Appeal against agreed assessment: The assessee raised an additional ground of appeal challenging the validity of the assessment based on an agreed figure. The counsel argued that the representative lacked the authority to concede on behalf of the assessee beyond the scope provided by the IT Rules. The Tribunal noted that the assessment was agreed upon a figure beyond the powers delegated to the counsel and allowed the appeal for statistical purposes, remitting the matter back for proper assessment.
Authority of counsel to make concessions on behalf of the assessee: The counsel for the assessee contended that the representative had no inherent authority to make concessions unless expressly instructed by the assessee. The Tribunal agreed that the admission by the counsel for a higher income was beyond the delegated powers and cited relevant legal provisions. The Tribunal emphasized the need for explicit instructions for concessions and found the assessment invalid based on the counsel's actions.

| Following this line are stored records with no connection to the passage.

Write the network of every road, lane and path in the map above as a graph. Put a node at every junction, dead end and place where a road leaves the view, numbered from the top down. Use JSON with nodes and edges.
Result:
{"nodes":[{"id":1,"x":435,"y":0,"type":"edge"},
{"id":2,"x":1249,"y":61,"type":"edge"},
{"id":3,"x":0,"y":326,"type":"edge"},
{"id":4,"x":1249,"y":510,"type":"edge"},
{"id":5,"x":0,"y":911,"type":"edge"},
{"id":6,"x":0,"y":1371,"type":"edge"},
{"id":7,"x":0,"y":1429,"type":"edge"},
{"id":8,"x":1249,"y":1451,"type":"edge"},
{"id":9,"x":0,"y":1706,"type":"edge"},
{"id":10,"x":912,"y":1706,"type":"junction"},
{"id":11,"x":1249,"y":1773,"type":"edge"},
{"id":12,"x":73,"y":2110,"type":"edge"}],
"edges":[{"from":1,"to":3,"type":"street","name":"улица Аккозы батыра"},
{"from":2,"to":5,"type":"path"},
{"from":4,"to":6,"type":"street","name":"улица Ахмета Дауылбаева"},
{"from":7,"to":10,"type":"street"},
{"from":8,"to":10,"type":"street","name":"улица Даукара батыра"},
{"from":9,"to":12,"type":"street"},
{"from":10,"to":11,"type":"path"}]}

Validity of assessment based on irrelevant evidence: The ITO estimated the business income based on the wrong accounting year's books of account, leading to an assessment on irrelevant evidence. The Tribunal highlighted the discrepancy and remitted the matter for proper assessment based on the correct accounting year's records. The Tribunal found the assessment invalid and unsustainable in law due to the use of irrelevant material for determining the income.